## Instructions for the task
Pull each line holding the word "than" from the data.

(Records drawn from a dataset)

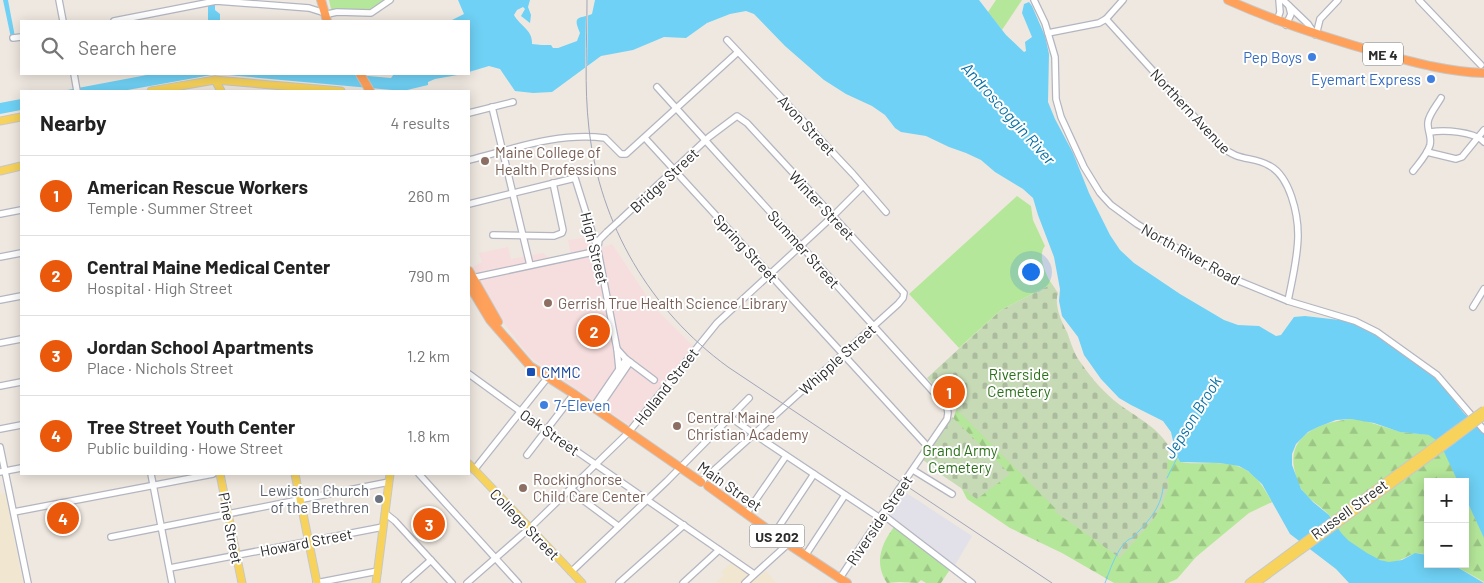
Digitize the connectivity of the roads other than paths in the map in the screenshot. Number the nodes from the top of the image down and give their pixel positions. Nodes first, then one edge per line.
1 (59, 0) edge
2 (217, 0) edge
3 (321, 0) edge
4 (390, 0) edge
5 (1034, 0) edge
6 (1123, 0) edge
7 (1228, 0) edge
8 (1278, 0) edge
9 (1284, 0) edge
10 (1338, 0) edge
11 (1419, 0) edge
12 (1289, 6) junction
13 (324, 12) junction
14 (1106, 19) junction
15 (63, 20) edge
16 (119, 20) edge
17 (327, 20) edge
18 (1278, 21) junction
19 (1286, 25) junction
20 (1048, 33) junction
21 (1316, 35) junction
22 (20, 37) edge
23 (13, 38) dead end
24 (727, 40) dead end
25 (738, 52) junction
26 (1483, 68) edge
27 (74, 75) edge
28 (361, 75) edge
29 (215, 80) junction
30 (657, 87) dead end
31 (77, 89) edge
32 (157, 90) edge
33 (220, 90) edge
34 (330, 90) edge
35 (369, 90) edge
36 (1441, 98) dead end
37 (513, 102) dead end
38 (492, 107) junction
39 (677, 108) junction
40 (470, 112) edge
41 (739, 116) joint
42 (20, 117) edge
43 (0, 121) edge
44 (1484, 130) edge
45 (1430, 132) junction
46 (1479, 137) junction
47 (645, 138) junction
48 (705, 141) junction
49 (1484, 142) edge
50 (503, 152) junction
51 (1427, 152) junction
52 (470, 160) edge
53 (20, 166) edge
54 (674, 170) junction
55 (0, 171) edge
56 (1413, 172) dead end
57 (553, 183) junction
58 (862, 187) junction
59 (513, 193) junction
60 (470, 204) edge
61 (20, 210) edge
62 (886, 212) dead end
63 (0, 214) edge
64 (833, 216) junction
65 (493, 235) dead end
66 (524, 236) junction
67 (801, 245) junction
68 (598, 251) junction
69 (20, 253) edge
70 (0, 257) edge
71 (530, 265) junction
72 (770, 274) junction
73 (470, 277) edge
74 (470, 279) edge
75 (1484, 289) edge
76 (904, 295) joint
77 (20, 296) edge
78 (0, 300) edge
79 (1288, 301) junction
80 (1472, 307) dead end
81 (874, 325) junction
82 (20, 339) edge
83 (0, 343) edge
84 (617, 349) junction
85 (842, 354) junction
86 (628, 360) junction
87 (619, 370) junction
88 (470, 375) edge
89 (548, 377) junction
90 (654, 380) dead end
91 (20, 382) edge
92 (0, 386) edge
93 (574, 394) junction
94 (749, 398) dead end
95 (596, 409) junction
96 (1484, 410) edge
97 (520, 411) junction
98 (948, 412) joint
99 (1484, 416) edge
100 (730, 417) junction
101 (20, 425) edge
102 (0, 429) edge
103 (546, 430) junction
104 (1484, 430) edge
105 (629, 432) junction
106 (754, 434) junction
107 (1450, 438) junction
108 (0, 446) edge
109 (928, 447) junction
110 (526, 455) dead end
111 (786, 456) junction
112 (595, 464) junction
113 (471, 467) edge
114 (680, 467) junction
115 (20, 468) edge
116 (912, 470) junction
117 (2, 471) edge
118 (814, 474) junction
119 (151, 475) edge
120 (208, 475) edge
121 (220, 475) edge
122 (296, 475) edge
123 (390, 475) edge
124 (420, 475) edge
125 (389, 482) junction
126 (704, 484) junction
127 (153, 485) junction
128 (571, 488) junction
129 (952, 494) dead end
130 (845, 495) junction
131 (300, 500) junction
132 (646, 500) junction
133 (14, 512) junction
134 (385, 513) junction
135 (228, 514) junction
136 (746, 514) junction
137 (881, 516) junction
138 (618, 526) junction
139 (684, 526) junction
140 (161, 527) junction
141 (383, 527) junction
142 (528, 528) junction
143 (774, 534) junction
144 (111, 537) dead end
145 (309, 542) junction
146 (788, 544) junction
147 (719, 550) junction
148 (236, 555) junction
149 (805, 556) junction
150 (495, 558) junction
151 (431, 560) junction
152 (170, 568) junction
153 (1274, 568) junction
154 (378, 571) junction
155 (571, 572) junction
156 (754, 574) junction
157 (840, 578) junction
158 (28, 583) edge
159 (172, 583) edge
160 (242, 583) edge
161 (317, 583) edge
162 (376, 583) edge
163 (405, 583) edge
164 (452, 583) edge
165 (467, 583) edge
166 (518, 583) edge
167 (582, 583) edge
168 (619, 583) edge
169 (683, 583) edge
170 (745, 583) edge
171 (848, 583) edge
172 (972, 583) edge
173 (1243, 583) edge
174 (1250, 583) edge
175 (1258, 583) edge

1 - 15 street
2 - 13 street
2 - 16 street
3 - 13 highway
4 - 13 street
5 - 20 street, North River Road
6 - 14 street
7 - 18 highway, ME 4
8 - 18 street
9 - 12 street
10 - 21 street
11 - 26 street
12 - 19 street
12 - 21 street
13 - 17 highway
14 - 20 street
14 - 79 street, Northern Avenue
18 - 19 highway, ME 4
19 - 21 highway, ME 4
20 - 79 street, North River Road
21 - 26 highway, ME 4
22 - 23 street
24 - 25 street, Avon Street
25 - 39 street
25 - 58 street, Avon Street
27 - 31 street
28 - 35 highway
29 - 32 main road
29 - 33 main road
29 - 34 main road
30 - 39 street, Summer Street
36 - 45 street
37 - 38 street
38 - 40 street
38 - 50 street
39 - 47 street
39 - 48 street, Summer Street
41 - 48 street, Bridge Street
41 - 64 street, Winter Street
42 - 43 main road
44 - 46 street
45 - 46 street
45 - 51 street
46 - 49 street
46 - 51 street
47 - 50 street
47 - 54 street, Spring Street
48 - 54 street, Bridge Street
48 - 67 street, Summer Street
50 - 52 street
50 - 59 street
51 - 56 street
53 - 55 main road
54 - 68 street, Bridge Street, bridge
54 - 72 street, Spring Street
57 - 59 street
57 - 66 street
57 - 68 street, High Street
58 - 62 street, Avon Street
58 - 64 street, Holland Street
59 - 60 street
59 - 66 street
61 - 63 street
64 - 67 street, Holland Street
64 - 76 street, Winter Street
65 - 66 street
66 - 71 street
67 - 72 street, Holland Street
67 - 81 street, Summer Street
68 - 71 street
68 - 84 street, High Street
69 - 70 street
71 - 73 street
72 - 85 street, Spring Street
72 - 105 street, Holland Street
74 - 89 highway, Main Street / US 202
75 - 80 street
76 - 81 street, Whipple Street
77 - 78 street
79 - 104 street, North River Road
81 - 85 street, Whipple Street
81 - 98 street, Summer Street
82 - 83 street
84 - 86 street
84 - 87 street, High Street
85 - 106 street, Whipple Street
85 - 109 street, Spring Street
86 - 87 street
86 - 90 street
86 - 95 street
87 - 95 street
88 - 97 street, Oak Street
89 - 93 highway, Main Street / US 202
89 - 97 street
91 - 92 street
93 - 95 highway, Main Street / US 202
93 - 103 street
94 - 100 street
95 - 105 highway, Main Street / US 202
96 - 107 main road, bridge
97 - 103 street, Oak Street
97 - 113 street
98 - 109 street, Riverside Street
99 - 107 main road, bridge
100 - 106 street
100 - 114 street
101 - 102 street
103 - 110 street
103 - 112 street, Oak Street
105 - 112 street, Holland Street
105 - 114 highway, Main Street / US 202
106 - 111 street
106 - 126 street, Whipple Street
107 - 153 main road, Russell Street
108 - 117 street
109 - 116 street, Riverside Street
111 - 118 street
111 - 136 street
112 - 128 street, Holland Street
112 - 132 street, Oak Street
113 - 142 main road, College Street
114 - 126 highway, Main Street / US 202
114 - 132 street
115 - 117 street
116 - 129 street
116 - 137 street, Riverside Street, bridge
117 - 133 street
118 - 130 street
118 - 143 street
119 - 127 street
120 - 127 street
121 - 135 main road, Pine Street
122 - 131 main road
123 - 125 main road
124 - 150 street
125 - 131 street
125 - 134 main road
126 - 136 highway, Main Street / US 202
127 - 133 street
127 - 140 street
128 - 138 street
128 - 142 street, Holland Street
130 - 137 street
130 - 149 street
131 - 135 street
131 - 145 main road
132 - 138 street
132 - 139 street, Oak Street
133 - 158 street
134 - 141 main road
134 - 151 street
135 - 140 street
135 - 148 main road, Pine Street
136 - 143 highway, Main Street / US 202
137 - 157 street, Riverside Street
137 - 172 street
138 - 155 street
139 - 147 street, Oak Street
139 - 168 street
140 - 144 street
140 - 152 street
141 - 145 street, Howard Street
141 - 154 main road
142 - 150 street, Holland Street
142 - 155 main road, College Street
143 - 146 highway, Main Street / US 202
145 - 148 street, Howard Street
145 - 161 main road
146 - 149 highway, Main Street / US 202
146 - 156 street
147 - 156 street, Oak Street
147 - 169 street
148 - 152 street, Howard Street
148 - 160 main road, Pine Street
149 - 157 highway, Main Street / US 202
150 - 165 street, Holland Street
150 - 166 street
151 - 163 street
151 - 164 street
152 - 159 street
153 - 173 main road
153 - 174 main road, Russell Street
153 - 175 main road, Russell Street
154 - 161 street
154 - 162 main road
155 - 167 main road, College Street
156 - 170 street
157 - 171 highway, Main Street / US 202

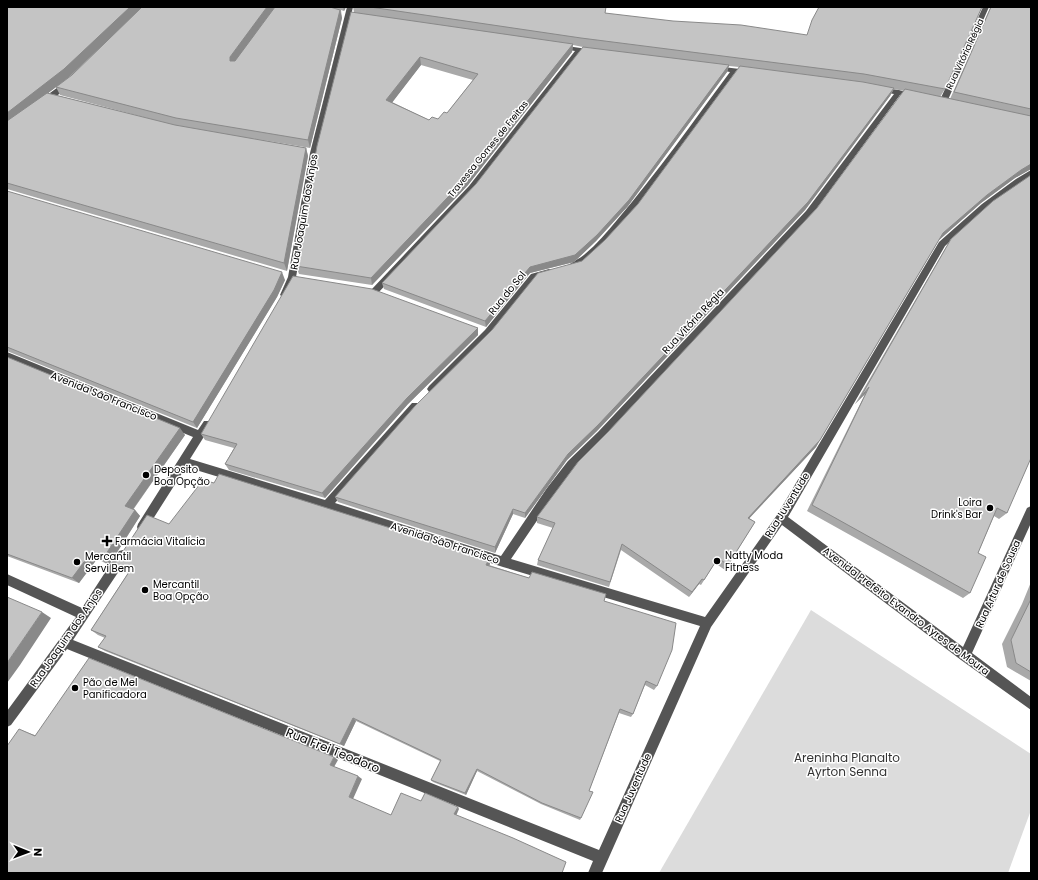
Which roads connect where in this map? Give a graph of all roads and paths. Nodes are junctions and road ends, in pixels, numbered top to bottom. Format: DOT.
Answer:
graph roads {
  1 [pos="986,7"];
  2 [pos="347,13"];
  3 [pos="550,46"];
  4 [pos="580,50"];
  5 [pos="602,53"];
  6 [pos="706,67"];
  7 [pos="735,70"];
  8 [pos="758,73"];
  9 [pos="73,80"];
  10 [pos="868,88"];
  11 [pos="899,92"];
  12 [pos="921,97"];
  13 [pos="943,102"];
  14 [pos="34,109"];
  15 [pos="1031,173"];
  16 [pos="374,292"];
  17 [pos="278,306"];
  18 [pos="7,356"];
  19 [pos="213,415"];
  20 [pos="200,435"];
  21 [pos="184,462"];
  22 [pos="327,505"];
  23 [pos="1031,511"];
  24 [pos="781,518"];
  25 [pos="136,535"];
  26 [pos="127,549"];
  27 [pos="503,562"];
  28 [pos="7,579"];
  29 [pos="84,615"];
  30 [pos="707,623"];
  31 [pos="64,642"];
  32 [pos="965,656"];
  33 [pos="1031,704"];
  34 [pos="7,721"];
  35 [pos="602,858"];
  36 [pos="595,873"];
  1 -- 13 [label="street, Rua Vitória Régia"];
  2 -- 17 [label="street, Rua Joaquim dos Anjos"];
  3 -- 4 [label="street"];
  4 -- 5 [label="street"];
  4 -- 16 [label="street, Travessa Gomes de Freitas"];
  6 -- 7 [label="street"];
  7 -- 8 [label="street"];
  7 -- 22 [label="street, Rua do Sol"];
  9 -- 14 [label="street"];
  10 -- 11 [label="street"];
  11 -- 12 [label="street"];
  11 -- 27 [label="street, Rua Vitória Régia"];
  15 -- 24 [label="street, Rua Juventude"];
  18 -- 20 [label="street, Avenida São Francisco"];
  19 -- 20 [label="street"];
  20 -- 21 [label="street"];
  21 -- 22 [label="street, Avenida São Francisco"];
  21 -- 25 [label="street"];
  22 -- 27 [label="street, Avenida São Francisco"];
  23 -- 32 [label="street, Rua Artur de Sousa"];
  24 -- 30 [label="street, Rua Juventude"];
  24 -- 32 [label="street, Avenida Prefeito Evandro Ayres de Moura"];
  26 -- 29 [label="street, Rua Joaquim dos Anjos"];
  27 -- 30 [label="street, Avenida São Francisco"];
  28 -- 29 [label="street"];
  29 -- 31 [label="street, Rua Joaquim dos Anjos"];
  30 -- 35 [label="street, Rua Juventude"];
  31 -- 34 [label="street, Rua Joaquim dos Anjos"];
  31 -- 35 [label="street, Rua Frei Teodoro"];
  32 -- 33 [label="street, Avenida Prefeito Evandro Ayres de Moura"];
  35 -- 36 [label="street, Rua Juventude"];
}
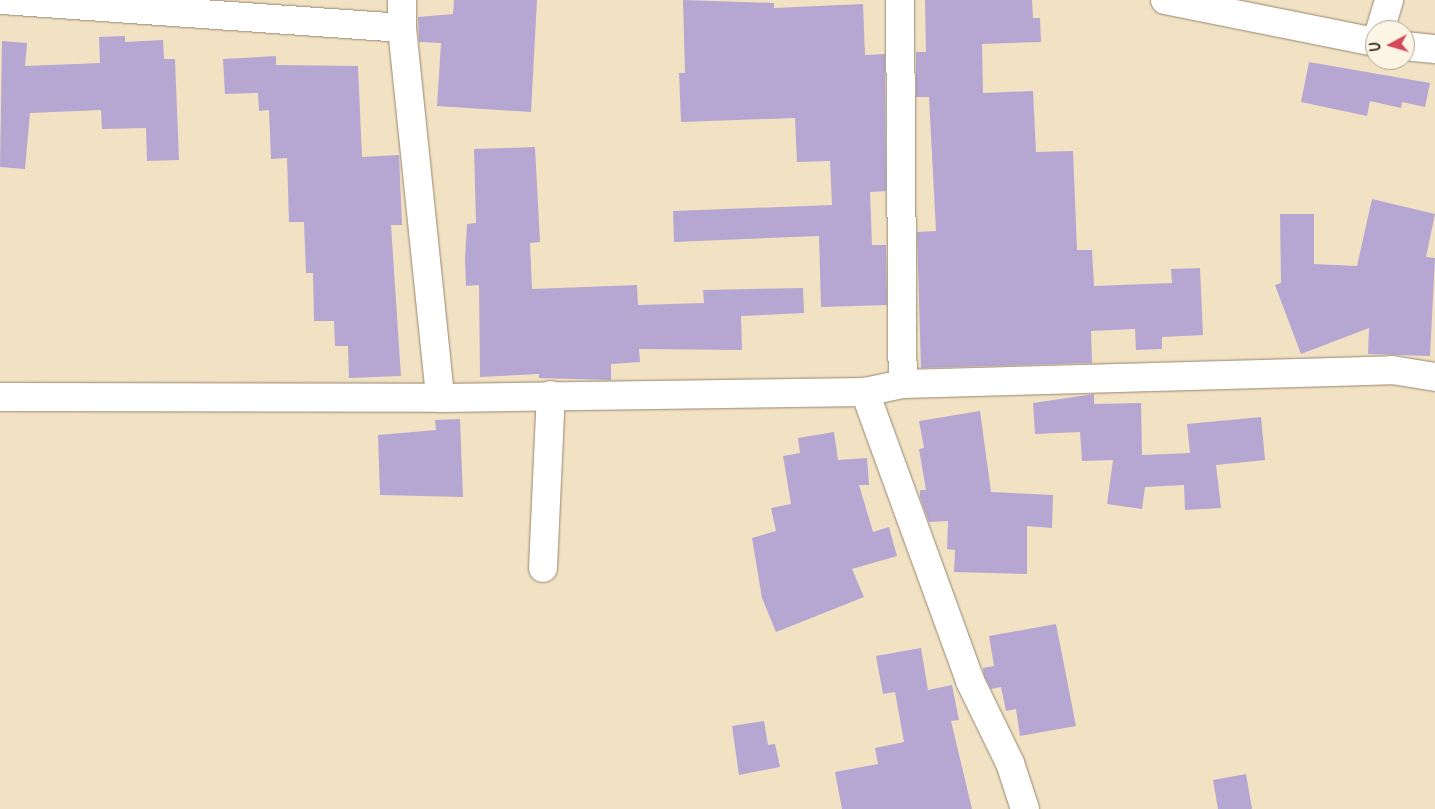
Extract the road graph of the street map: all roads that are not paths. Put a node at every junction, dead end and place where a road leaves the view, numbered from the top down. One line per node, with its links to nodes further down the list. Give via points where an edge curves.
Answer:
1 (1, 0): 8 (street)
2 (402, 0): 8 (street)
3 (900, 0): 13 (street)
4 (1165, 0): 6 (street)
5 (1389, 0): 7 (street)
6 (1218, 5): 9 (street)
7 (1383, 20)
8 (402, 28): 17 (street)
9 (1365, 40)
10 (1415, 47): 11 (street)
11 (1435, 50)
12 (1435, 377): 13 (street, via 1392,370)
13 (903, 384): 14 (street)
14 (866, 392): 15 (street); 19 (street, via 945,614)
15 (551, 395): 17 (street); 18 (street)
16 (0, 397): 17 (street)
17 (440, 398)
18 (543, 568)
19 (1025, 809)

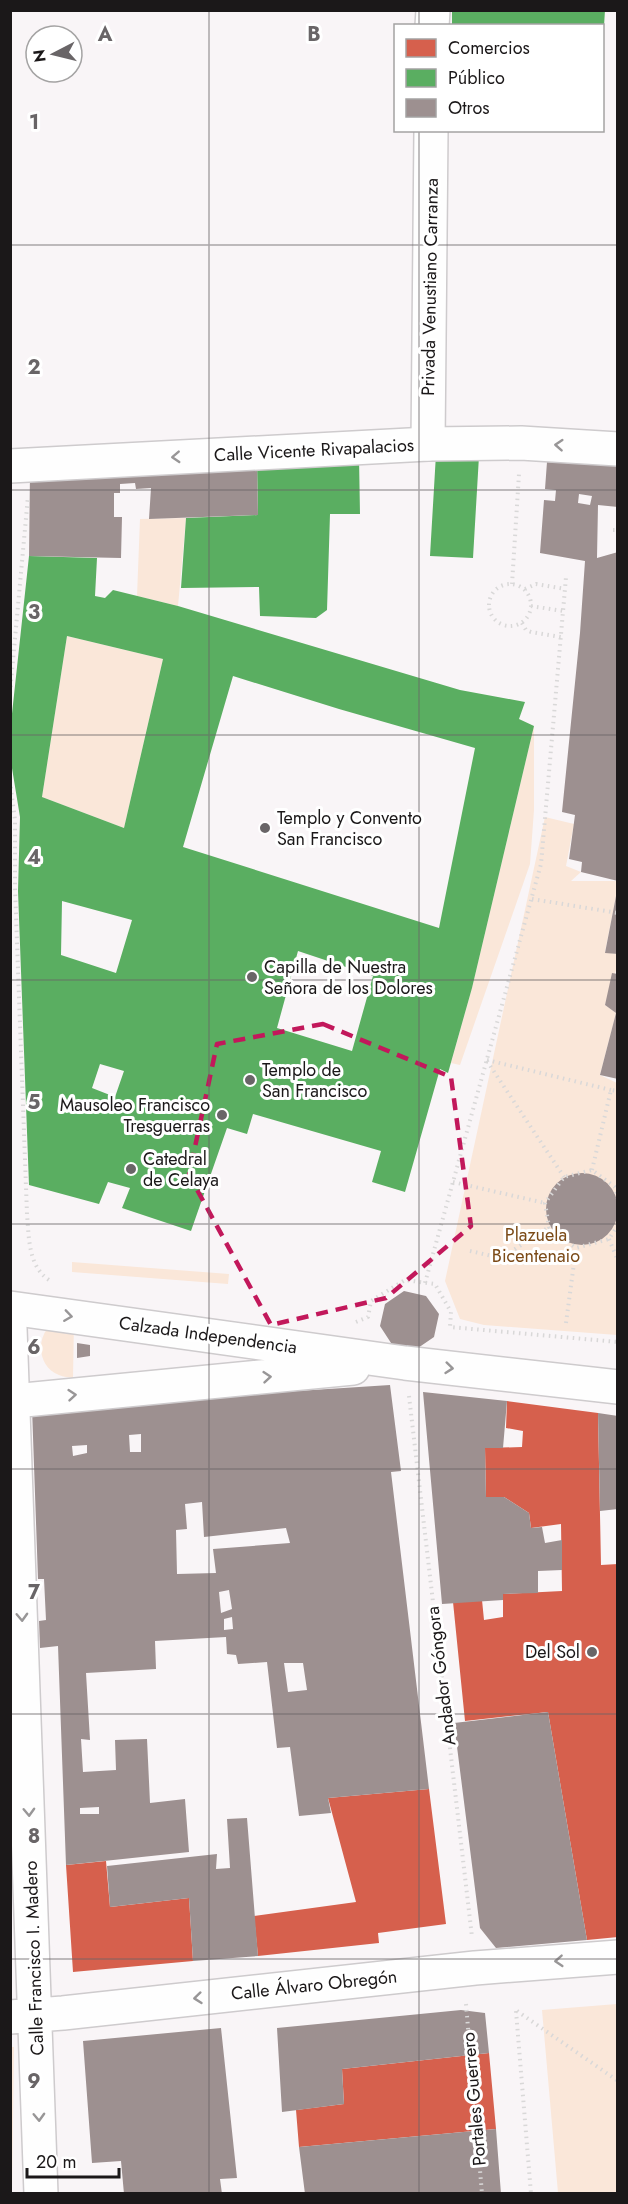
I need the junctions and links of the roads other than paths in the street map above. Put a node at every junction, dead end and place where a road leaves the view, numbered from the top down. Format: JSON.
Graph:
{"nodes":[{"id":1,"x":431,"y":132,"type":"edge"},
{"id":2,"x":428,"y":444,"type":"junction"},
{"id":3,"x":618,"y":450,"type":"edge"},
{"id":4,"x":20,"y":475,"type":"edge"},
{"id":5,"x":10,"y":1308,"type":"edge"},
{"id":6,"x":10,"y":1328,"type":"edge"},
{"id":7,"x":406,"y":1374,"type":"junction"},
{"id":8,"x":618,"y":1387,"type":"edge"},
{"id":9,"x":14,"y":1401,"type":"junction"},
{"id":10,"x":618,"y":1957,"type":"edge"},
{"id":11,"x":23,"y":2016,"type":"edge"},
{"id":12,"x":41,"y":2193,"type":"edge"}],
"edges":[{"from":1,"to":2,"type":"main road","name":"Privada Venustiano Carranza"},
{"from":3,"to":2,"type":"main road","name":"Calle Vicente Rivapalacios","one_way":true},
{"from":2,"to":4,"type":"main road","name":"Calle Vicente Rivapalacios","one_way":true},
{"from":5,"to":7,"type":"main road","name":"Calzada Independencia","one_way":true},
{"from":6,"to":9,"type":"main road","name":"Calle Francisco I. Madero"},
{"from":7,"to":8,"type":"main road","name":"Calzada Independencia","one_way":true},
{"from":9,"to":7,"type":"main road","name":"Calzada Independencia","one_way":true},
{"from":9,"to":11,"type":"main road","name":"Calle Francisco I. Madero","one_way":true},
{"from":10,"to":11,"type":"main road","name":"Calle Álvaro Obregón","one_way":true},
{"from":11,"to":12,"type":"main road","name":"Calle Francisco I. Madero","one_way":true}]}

## Solution for this problem
Digitize the connectivity of the roads other than paths in the map in the screenshot. Number the nodes from the top of the image down and give their pixel positions. Nodes first, then one edge per line.
I need the junctions and links of the roads other than paths in the street map above. Put a node at every junction, dead end and place where a road leaves the view, numbered from the top down. Format: JSON.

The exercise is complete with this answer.